▶ [WHAT IS REQUIRED]: Line by line, return the data exactly as shown.

[Collected data]
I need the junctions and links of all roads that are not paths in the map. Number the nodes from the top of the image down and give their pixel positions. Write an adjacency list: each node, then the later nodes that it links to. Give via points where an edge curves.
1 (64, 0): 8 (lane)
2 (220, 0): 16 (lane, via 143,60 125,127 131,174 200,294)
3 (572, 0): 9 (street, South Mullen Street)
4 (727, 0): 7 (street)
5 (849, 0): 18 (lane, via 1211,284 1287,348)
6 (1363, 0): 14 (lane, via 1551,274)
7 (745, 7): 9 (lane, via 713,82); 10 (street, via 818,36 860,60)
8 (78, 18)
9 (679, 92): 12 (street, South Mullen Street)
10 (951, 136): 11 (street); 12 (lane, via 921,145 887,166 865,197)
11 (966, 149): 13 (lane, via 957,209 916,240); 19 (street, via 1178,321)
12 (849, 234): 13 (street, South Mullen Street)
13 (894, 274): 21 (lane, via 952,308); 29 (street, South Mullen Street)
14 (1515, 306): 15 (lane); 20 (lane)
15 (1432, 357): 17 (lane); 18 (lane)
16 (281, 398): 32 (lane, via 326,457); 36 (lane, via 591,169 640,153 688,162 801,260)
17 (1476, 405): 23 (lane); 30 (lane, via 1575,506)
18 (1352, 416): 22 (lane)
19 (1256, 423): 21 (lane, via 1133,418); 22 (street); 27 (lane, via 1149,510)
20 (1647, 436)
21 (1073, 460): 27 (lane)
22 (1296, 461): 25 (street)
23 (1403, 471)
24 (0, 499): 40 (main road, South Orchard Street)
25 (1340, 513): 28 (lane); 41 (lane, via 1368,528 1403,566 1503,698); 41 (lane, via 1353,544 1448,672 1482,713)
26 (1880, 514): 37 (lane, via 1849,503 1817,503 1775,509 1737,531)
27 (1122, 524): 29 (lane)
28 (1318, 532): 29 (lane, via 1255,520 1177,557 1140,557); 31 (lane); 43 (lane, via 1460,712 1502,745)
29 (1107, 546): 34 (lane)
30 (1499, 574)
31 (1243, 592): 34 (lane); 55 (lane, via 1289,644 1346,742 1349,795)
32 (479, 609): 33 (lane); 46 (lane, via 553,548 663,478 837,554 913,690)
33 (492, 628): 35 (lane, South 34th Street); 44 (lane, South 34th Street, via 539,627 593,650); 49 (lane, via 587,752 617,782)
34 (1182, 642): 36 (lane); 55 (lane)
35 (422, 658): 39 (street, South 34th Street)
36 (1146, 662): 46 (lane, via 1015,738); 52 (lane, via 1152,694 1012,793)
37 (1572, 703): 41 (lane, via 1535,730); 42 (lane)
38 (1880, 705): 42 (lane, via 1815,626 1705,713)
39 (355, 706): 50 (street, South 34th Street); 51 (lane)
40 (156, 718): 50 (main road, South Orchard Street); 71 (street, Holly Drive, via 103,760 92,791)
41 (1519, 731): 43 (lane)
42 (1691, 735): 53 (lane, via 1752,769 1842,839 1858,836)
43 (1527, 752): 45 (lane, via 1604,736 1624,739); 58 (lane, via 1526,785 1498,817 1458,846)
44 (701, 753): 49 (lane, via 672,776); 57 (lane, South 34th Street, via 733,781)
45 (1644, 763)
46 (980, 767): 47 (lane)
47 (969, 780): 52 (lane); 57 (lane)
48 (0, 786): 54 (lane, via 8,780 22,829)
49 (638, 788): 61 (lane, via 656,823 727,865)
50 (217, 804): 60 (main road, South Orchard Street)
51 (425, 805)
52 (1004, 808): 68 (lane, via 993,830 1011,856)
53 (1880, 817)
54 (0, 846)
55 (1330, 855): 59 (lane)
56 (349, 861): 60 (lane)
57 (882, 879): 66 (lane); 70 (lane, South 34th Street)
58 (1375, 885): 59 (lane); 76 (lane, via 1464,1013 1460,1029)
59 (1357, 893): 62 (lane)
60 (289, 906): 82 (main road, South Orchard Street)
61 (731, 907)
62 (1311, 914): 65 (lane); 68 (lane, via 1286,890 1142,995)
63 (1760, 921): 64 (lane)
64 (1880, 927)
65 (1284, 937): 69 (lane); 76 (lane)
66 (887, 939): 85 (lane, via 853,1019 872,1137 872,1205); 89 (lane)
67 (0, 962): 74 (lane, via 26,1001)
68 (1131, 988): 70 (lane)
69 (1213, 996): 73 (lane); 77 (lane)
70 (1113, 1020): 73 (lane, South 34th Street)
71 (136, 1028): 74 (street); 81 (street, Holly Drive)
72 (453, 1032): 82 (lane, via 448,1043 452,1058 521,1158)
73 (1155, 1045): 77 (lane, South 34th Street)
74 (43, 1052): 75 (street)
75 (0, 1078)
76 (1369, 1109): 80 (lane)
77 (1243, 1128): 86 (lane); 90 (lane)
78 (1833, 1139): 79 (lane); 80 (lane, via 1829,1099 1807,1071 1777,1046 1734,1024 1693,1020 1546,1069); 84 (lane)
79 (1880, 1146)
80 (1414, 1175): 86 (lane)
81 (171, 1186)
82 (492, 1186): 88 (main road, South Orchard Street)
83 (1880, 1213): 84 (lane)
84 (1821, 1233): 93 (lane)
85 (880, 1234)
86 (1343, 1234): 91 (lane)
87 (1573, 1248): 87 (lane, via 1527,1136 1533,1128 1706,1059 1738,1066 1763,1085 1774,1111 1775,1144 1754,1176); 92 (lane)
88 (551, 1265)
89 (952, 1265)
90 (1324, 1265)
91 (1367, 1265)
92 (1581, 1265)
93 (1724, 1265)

▶ [RESPONSE]:
I need the junctions and links of all roads that are not paths in the map. Number the nodes from the top of the image down and give their pixel positions. Write an adjacency list: each node, then the later nodes that it links to. Give via points where an edge curves.
1 (64, 0): 8 (lane)
2 (220, 0): 16 (lane, via 143,60 125,127 131,174 200,294)
3 (572, 0): 9 (street, South Mullen Street)
4 (727, 0): 7 (street)
5 (849, 0): 18 (lane, via 1211,284 1287,348)
6 (1363, 0): 14 (lane, via 1551,274)
7 (745, 7): 9 (lane, via 713,82); 10 (street, via 818,36 860,60)
8 (78, 18)
9 (679, 92): 12 (street, South Mullen Street)
10 (951, 136): 11 (street); 12 (lane, via 921,145 887,166 865,197)
11 (966, 149): 13 (lane, via 957,209 916,240); 19 (street, via 1178,321)
12 (849, 234): 13 (street, South Mullen Street)
13 (894, 274): 21 (lane, via 952,308); 29 (street, South Mullen Street)
14 (1515, 306): 15 (lane); 20 (lane)
15 (1432, 357): 17 (lane); 18 (lane)
16 (281, 398): 32 (lane, via 326,457); 36 (lane, via 591,169 640,153 688,162 801,260)
17 (1476, 405): 23 (lane); 30 (lane, via 1575,506)
18 (1352, 416): 22 (lane)
19 (1256, 423): 21 (lane, via 1133,418); 22 (street); 27 (lane, via 1149,510)
20 (1647, 436)
21 (1073, 460): 27 (lane)
22 (1296, 461): 25 (street)
23 (1403, 471)
24 (0, 499): 40 (main road, South Orchard Street)
25 (1340, 513): 28 (lane); 41 (lane, via 1368,528 1403,566 1503,698); 41 (lane, via 1353,544 1448,672 1482,713)
26 (1880, 514): 37 (lane, via 1849,503 1817,503 1775,509 1737,531)
27 (1122, 524): 29 (lane)
28 (1318, 532): 29 (lane, via 1255,520 1177,557 1140,557); 31 (lane); 43 (lane, via 1460,712 1502,745)
29 (1107, 546): 34 (lane)
30 (1499, 574)
31 (1243, 592): 34 (lane); 55 (lane, via 1289,644 1346,742 1349,795)
32 (479, 609): 33 (lane); 46 (lane, via 553,548 663,478 837,554 913,690)
33 (492, 628): 35 (lane, South 34th Street); 44 (lane, South 34th Street, via 539,627 593,650); 49 (lane, via 587,752 617,782)
34 (1182, 642): 36 (lane); 55 (lane)
35 (422, 658): 39 (street, South 34th Street)
36 (1146, 662): 46 (lane, via 1015,738); 52 (lane, via 1152,694 1012,793)
37 (1572, 703): 41 (lane, via 1535,730); 42 (lane)
38 (1880, 705): 42 (lane, via 1815,626 1705,713)
39 (355, 706): 50 (street, South 34th Street); 51 (lane)
40 (156, 718): 50 (main road, South Orchard Street); 71 (street, Holly Drive, via 103,760 92,791)
41 (1519, 731): 43 (lane)
42 (1691, 735): 53 (lane, via 1752,769 1842,839 1858,836)
43 (1527, 752): 45 (lane, via 1604,736 1624,739); 58 (lane, via 1526,785 1498,817 1458,846)
44 (701, 753): 49 (lane, via 672,776); 57 (lane, South 34th Street, via 733,781)
45 (1644, 763)
46 (980, 767): 47 (lane)
47 (969, 780): 52 (lane); 57 (lane)
48 (0, 786): 54 (lane, via 8,780 22,829)
49 (638, 788): 61 (lane, via 656,823 727,865)
50 (217, 804): 60 (main road, South Orchard Street)
51 (425, 805)
52 (1004, 808): 68 (lane, via 993,830 1011,856)
53 (1880, 817)
54 (0, 846)
55 (1330, 855): 59 (lane)
56 (349, 861): 60 (lane)
57 (882, 879): 66 (lane); 70 (lane, South 34th Street)
58 (1375, 885): 59 (lane); 76 (lane, via 1464,1013 1460,1029)
59 (1357, 893): 62 (lane)
60 (289, 906): 82 (main road, South Orchard Street)
61 (731, 907)
62 (1311, 914): 65 (lane); 68 (lane, via 1286,890 1142,995)
63 (1760, 921): 64 (lane)
64 (1880, 927)
65 (1284, 937): 69 (lane); 76 (lane)
66 (887, 939): 85 (lane, via 853,1019 872,1137 872,1205); 89 (lane)
67 (0, 962): 74 (lane, via 26,1001)
68 (1131, 988): 70 (lane)
69 (1213, 996): 73 (lane); 77 (lane)
70 (1113, 1020): 73 (lane, South 34th Street)
71 (136, 1028): 74 (street); 81 (street, Holly Drive)
72 (453, 1032): 82 (lane, via 448,1043 452,1058 521,1158)
73 (1155, 1045): 77 (lane, South 34th Street)
74 (43, 1052): 75 (street)
75 (0, 1078)
76 (1369, 1109): 80 (lane)
77 (1243, 1128): 86 (lane); 90 (lane)
78 (1833, 1139): 79 (lane); 80 (lane, via 1829,1099 1807,1071 1777,1046 1734,1024 1693,1020 1546,1069); 84 (lane)
79 (1880, 1146)
80 (1414, 1175): 86 (lane)
81 (171, 1186)
82 (492, 1186): 88 (main road, South Orchard Street)
83 (1880, 1213): 84 (lane)
84 (1821, 1233): 93 (lane)
85 (880, 1234)
86 (1343, 1234): 91 (lane)
87 (1573, 1248): 87 (lane, via 1527,1136 1533,1128 1706,1059 1738,1066 1763,1085 1774,1111 1775,1144 1754,1176); 92 (lane)
88 (551, 1265)
89 (952, 1265)
90 (1324, 1265)
91 (1367, 1265)
92 (1581, 1265)
93 (1724, 1265)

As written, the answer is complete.